» Source data:
►
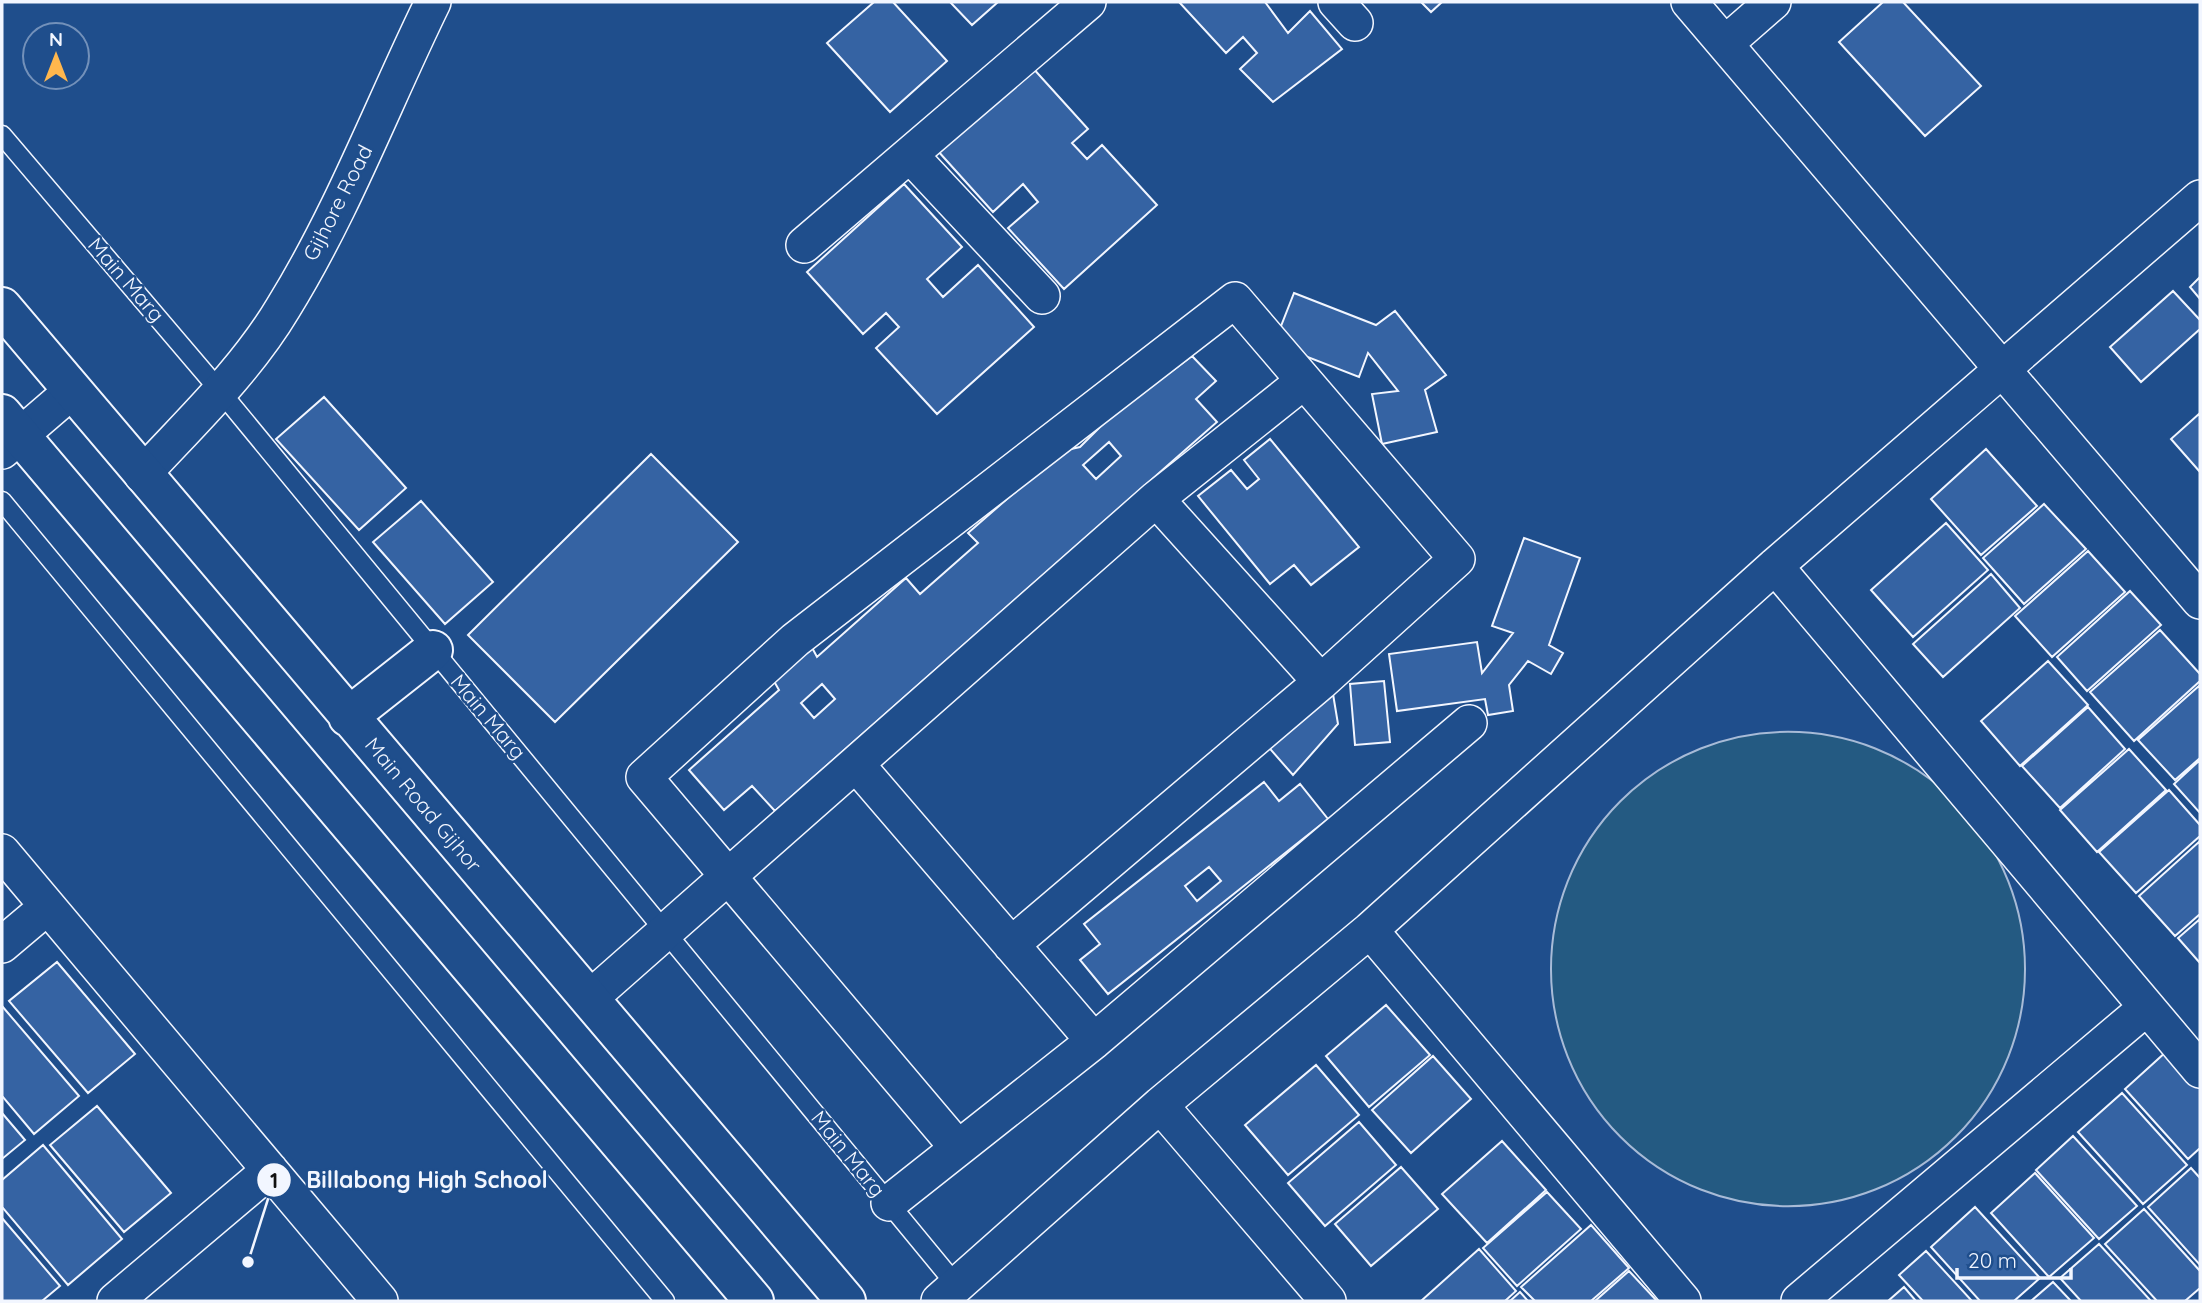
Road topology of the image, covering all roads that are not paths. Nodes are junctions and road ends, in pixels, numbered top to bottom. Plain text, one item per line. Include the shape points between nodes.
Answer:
◄
►
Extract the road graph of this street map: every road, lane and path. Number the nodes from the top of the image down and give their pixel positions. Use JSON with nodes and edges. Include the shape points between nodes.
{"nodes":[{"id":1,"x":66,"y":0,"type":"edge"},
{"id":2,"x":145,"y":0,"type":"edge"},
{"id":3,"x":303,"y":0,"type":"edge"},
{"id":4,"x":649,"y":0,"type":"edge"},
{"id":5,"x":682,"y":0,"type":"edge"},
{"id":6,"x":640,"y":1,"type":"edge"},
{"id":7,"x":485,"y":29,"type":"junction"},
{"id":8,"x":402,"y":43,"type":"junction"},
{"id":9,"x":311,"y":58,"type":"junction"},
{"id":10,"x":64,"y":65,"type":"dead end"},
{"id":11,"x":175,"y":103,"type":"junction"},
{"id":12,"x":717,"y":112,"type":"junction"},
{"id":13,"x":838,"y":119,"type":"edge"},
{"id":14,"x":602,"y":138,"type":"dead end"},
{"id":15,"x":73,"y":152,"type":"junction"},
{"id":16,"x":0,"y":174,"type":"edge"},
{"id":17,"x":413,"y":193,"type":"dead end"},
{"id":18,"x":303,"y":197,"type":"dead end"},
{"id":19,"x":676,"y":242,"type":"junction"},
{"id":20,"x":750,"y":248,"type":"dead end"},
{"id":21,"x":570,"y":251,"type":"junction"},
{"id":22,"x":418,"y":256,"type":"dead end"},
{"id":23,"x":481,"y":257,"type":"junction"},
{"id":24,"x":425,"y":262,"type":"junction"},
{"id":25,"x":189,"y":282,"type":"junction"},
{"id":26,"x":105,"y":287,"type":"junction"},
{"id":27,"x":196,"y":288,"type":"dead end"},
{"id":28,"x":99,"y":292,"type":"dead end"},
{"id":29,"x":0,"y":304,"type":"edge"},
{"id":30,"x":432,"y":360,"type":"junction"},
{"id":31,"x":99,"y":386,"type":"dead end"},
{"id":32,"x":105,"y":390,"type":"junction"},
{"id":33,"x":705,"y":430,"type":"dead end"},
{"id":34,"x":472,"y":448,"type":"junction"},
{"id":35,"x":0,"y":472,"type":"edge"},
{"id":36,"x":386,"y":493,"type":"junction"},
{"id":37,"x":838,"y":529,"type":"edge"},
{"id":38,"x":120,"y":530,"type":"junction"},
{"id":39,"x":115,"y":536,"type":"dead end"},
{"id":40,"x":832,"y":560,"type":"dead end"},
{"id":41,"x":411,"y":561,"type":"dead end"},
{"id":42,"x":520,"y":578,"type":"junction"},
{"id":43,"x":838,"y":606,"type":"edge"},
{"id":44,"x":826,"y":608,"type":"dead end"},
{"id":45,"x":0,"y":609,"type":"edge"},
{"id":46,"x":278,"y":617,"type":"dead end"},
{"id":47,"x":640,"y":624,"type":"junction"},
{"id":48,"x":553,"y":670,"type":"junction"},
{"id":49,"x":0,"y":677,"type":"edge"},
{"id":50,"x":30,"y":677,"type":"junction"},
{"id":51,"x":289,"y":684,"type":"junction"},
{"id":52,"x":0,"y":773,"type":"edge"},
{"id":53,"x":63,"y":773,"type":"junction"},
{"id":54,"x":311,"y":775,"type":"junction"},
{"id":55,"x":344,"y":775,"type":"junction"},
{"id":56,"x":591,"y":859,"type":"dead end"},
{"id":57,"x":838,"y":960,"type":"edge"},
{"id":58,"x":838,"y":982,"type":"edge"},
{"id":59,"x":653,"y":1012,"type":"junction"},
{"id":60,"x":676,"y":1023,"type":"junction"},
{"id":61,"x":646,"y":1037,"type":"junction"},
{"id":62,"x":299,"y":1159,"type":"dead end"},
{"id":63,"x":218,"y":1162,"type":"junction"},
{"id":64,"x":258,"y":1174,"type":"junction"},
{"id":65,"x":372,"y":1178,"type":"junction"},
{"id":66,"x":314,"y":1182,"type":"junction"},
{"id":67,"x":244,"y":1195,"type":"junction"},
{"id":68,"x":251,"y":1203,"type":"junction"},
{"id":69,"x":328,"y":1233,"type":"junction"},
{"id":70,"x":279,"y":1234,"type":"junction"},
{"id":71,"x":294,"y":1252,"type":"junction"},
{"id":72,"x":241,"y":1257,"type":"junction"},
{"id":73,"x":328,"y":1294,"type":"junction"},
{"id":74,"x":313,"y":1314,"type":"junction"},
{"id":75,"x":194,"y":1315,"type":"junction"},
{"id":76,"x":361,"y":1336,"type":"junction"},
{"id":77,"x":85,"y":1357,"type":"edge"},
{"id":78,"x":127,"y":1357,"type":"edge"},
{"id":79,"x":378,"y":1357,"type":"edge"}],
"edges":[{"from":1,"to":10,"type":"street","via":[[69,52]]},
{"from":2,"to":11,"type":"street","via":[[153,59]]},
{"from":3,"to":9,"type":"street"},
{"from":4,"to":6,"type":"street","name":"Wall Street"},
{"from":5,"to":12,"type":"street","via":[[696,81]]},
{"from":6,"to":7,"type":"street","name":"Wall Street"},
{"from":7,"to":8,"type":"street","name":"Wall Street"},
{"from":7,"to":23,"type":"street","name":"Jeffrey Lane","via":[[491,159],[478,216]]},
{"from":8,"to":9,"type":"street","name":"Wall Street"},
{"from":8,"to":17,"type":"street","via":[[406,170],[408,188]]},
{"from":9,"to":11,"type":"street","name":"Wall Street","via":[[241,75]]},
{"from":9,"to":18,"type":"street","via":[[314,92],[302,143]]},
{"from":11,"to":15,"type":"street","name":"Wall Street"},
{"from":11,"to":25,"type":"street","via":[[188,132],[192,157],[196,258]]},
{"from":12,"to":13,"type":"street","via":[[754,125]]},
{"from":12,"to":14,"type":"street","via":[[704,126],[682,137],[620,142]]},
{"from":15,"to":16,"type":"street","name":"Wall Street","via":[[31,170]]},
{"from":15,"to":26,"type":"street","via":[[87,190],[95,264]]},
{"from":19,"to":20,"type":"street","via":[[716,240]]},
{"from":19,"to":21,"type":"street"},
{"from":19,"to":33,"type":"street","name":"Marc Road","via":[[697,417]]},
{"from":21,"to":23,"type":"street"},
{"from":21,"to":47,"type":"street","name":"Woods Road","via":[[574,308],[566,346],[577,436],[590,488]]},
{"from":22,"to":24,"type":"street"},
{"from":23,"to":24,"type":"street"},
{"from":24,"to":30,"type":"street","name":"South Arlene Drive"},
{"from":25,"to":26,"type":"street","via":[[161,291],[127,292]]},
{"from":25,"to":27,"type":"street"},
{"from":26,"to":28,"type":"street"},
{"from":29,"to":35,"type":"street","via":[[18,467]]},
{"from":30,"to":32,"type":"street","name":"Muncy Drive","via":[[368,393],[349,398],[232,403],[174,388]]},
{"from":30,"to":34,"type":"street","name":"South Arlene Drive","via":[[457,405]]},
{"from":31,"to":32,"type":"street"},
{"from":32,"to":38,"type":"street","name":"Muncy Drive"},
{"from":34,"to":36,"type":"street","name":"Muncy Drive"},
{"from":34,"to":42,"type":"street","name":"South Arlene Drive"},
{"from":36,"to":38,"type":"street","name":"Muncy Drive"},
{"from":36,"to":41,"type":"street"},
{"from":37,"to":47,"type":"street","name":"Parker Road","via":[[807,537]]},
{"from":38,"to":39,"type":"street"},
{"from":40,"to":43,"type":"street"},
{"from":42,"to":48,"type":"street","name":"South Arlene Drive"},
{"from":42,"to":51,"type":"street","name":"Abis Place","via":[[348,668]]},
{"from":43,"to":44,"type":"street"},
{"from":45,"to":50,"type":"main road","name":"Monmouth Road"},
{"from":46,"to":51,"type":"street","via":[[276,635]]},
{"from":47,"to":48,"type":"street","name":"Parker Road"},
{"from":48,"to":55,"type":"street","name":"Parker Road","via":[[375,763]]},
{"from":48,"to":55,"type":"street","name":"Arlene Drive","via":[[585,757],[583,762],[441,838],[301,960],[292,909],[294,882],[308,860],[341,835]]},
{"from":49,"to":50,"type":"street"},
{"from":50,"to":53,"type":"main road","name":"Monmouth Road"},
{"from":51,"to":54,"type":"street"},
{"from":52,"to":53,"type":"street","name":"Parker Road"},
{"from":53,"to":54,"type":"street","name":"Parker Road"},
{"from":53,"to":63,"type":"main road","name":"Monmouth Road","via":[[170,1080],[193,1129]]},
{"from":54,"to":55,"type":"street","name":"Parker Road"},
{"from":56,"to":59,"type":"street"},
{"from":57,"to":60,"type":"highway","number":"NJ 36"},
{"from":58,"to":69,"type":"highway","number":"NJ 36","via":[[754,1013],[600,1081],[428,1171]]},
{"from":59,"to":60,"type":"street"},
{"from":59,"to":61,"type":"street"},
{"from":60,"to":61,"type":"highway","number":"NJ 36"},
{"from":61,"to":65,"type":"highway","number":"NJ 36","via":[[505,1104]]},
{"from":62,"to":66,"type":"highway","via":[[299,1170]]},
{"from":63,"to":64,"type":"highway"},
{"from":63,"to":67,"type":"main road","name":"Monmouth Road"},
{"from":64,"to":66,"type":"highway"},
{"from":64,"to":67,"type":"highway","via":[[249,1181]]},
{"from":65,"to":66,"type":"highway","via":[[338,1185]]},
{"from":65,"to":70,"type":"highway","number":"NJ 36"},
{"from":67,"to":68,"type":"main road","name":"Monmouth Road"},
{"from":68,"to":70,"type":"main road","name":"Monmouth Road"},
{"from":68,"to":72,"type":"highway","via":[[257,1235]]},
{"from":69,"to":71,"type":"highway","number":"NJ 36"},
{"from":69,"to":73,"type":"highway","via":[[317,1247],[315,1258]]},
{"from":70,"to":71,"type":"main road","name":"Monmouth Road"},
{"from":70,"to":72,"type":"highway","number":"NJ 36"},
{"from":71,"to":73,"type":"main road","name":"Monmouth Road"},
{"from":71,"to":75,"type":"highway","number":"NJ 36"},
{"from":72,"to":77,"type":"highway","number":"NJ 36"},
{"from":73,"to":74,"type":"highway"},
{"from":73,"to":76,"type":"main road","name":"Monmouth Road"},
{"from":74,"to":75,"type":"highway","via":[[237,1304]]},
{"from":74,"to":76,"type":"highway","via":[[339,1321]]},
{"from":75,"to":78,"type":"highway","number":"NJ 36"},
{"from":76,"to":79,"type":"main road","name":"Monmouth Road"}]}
◄
►
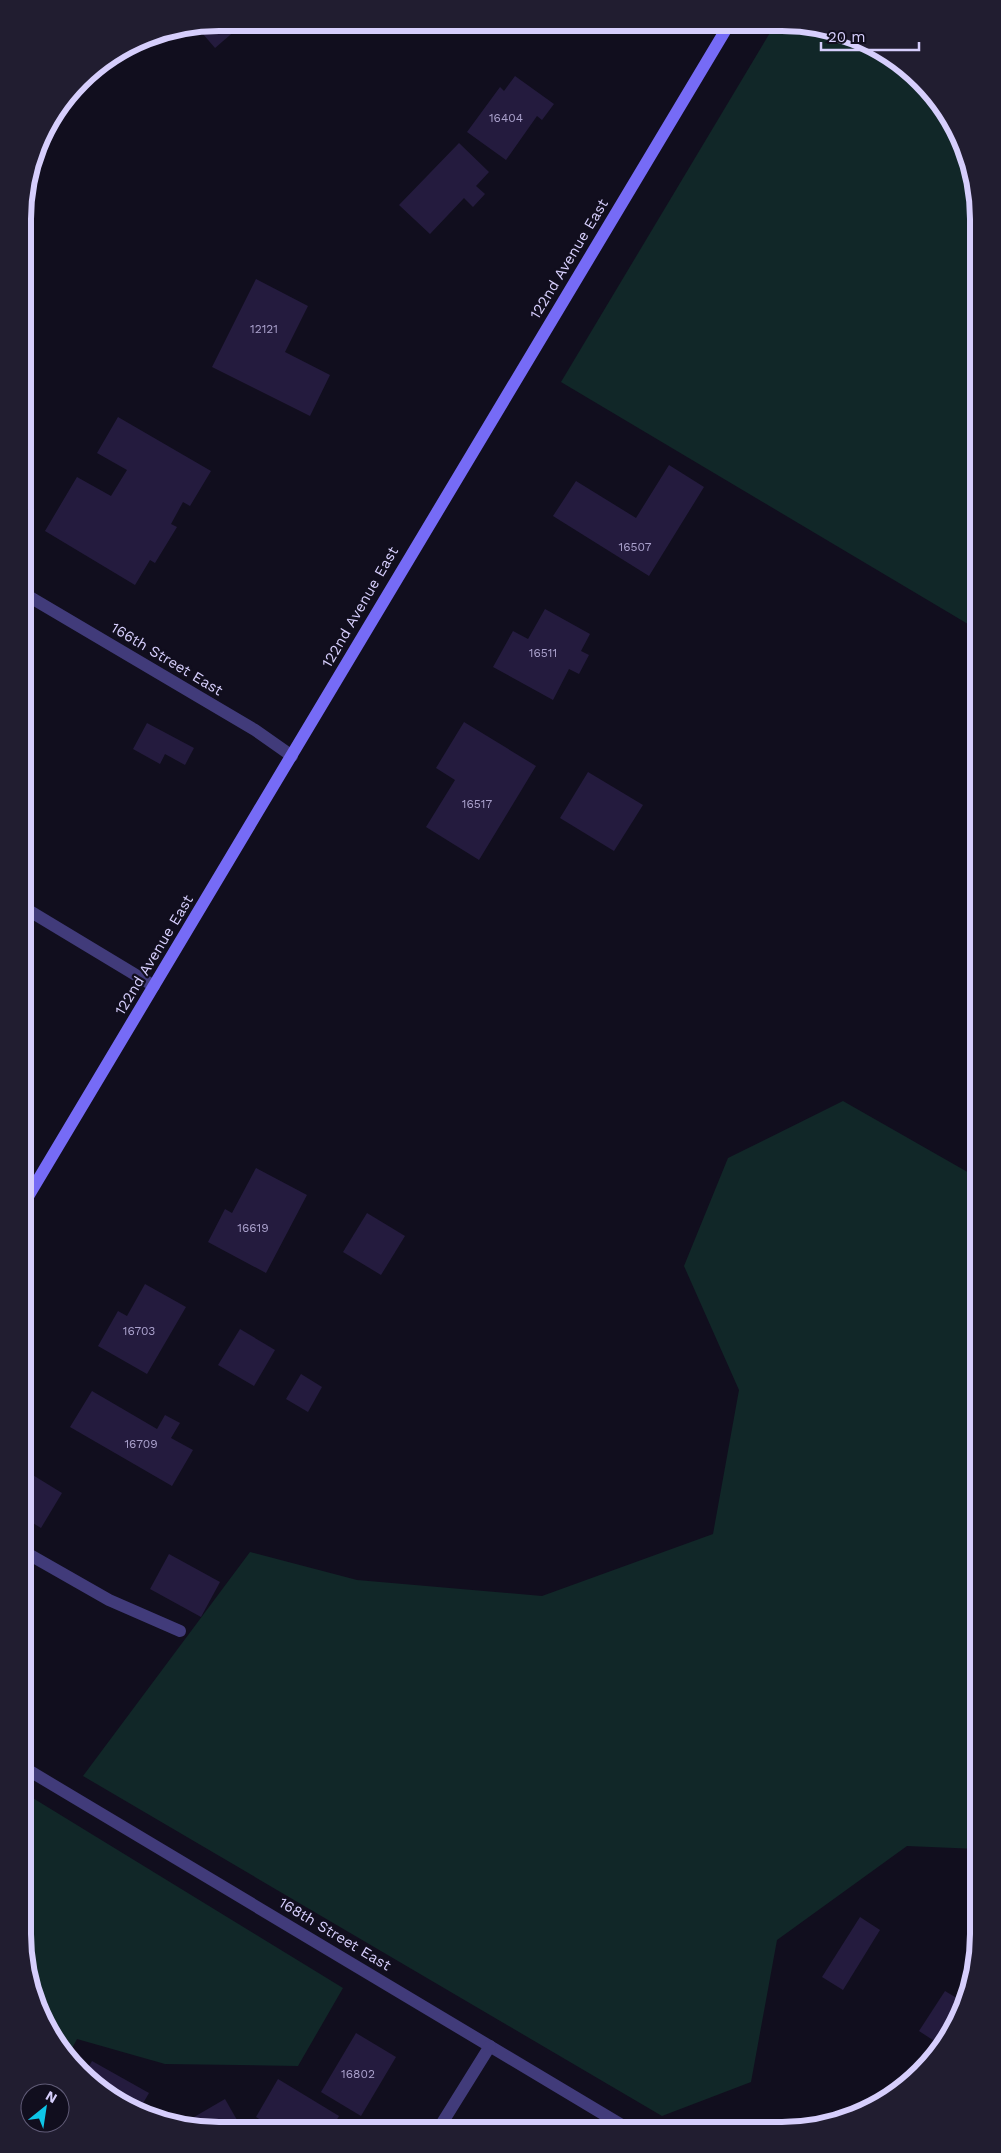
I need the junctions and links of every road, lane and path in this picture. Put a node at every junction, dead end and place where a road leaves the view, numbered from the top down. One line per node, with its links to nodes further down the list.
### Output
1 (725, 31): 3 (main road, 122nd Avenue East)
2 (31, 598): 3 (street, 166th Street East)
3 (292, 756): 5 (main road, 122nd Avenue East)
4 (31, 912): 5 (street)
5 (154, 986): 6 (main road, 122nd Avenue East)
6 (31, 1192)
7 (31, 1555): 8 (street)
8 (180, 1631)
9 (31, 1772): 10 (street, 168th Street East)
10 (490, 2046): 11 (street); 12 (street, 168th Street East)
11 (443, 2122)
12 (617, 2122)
◄
» What to produce: Every line from the data above that contains "numbered" must appear in the answer.

» Task output:
Road topology of the image, covering all roads that are not paths. Nodes are junctions and road ends, in pixels, numbered top to bottom. Plain text, one item per line. Include the shape points between nodes.
I need the junctions and links of every road, lane and path in this picture. Put a node at every junction, dead end and place where a road leaves the view, numbered from the top down. One line per node, with its links to nodes further down the list.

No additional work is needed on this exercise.